**Joint position lists:**
◆ ◆ ◆ ◆ ◆

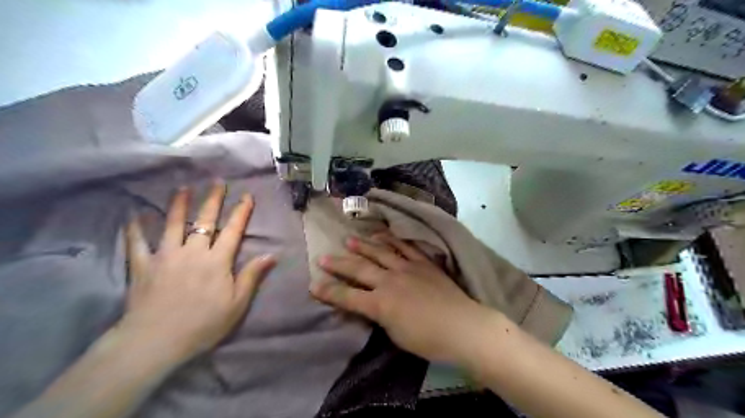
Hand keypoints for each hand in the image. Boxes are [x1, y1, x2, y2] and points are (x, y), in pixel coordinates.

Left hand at [119, 184, 275, 363]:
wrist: (157, 341)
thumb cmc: (203, 324)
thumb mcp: (237, 303)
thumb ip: (252, 276)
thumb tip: (272, 255)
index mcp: (217, 261)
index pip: (233, 230)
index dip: (241, 212)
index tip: (247, 196)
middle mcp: (193, 252)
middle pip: (204, 221)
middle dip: (212, 200)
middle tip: (216, 183)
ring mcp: (166, 256)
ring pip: (172, 224)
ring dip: (179, 205)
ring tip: (183, 188)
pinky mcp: (143, 266)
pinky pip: (137, 244)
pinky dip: (135, 229)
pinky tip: (135, 216)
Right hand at [311, 234, 493, 363]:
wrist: (463, 326)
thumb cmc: (428, 340)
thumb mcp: (395, 334)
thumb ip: (380, 316)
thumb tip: (371, 305)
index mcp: (380, 304)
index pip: (347, 297)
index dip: (329, 292)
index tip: (313, 285)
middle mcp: (389, 281)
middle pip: (359, 269)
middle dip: (339, 264)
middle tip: (323, 257)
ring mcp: (407, 268)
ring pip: (380, 252)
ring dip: (363, 246)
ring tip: (349, 240)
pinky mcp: (423, 263)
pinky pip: (405, 247)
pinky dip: (392, 240)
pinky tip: (383, 234)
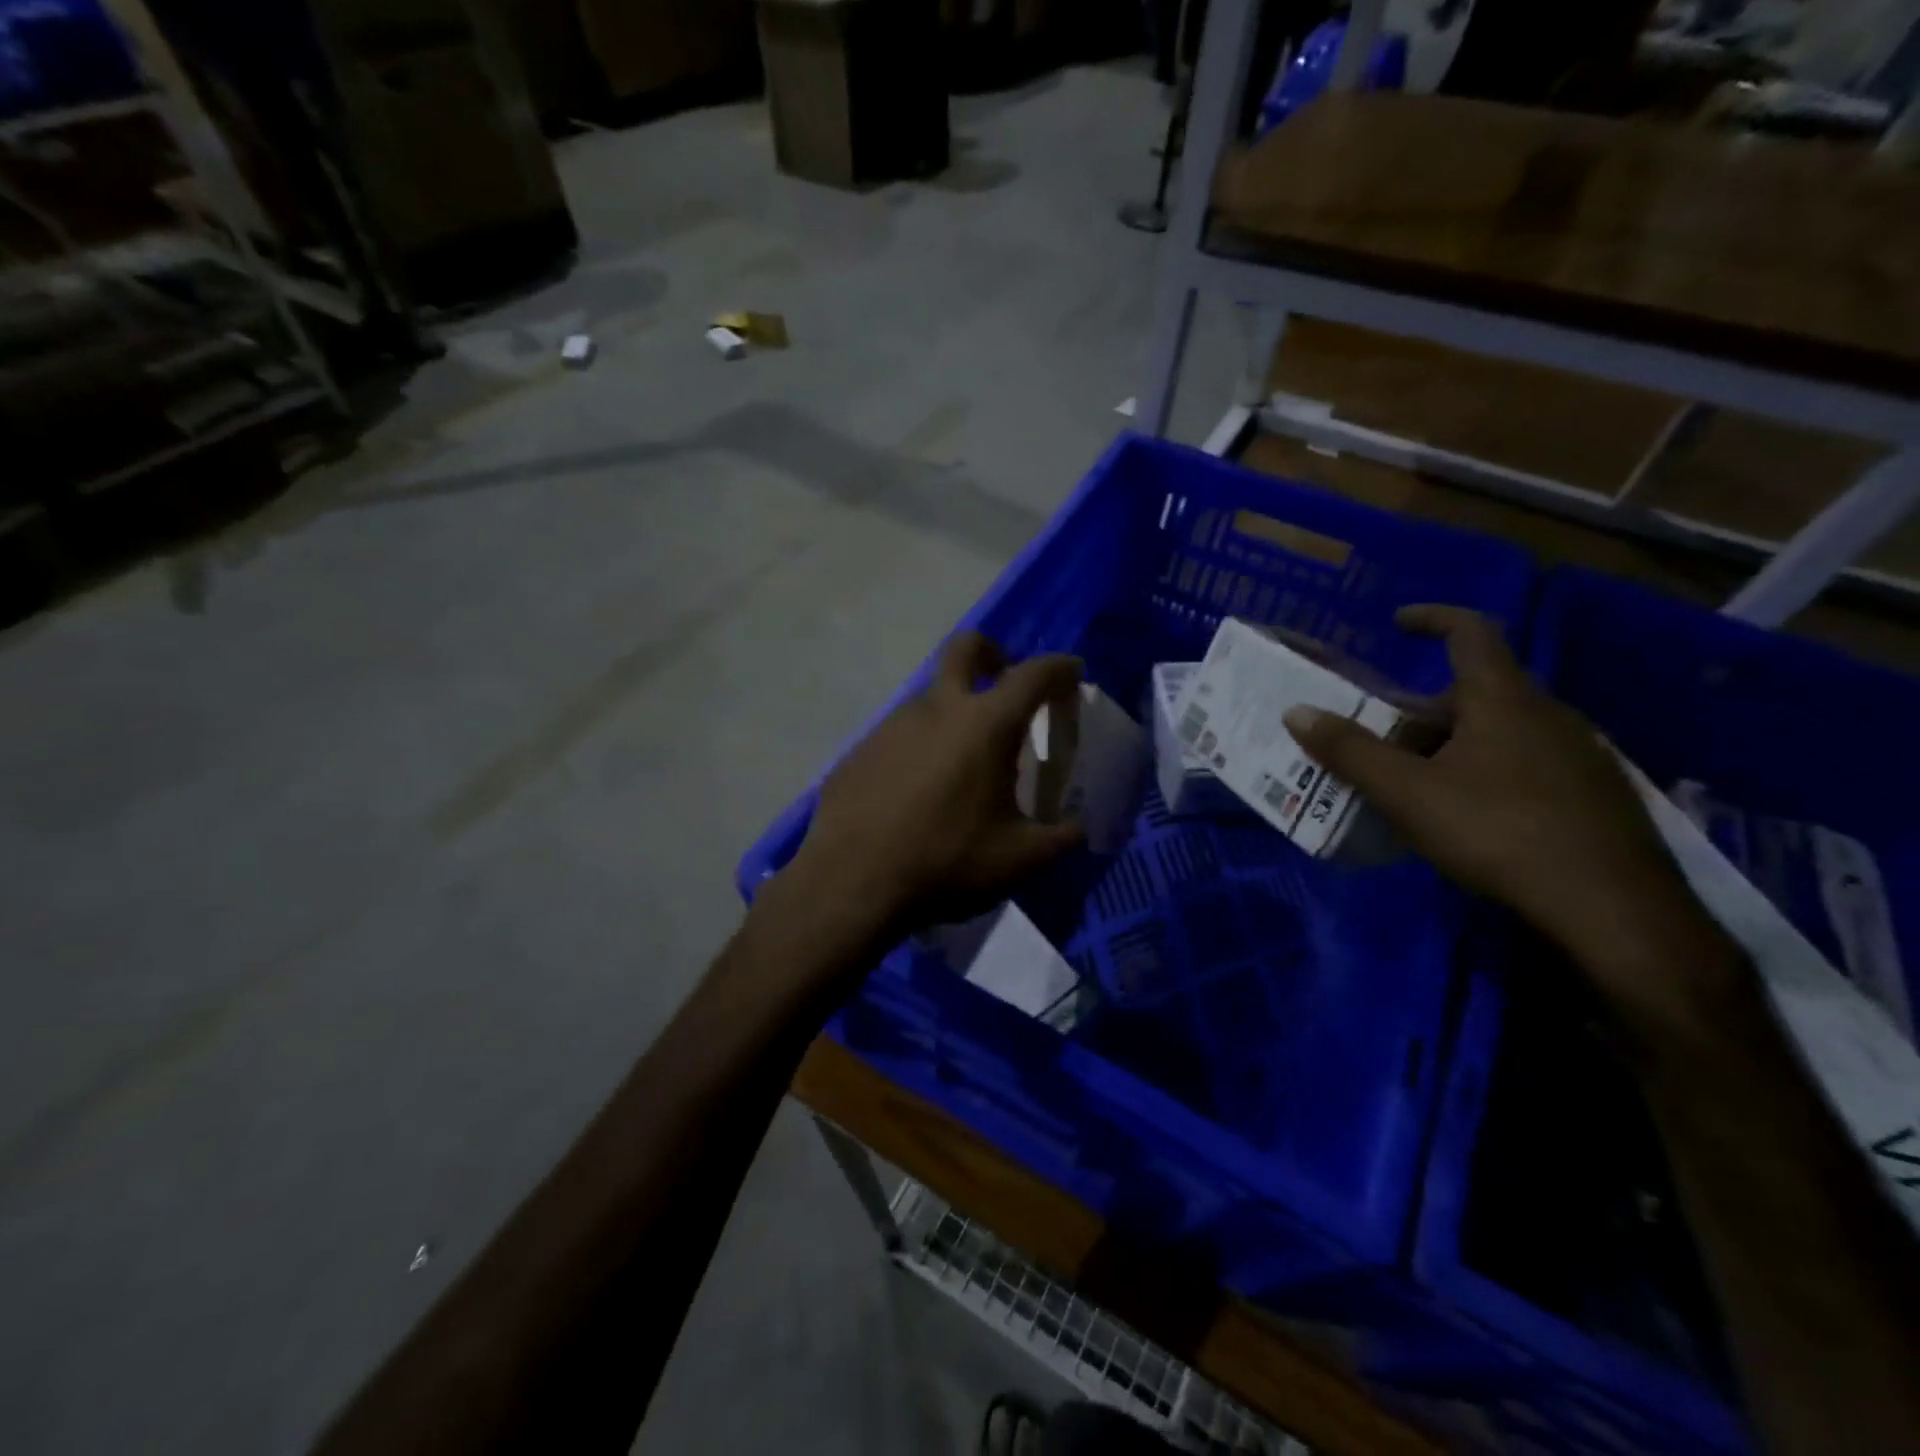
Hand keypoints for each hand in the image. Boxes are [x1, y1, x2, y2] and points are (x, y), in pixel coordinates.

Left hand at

◆ ◆ ◆ ◆ ◆

Now reproduce all of the entries precisely, with no pictures in the copy.

**Task output:**
Hand keypoints for each hand in the image. Boxes are [x1, y1, x2, y2] and points are (x, y), in pixel coordinates.

Left hand at [119, 184, 275, 363]:
wrist: (157, 341)
thumb cmc: (203, 324)
thumb mcp: (237, 303)
thumb ip: (252, 276)
thumb tip: (272, 255)
index mcp: (217, 261)
index pip: (233, 230)
index dip: (241, 212)
index tip: (247, 196)
middle mcp: (193, 252)
middle pip: (204, 221)
middle dip: (212, 200)
middle tip: (216, 183)
ring mcp: (166, 256)
ring pip: (172, 224)
ring dip: (179, 205)
ring tip: (183, 188)
pinky mcp: (143, 266)
pinky pip: (137, 244)
pinky dip: (135, 229)
pinky tip: (135, 216)
Right hand at [311, 234, 493, 363]:
wrist: (463, 326)
thumb cmc: (428, 340)
thumb mcp: (395, 334)
thumb ip: (380, 316)
thumb tip: (371, 305)
index mcp: (380, 304)
index pip: (347, 297)
index dip: (329, 292)
index tip: (313, 285)
middle mcp: (389, 281)
middle pip: (359, 269)
middle dip: (339, 264)
middle tip: (323, 257)
ring mcp: (407, 268)
ring pip: (380, 252)
ring dip: (363, 246)
ring tip: (349, 240)
pinky mcp: (423, 263)
pinky pip: (405, 247)
pinky dip: (392, 240)
pinky tip: (383, 234)
Hand keypoints for each hand in the image. Boxes are [x1, y1, x2, y2] and points are (x, y), in pixel coordinates.

Left hand at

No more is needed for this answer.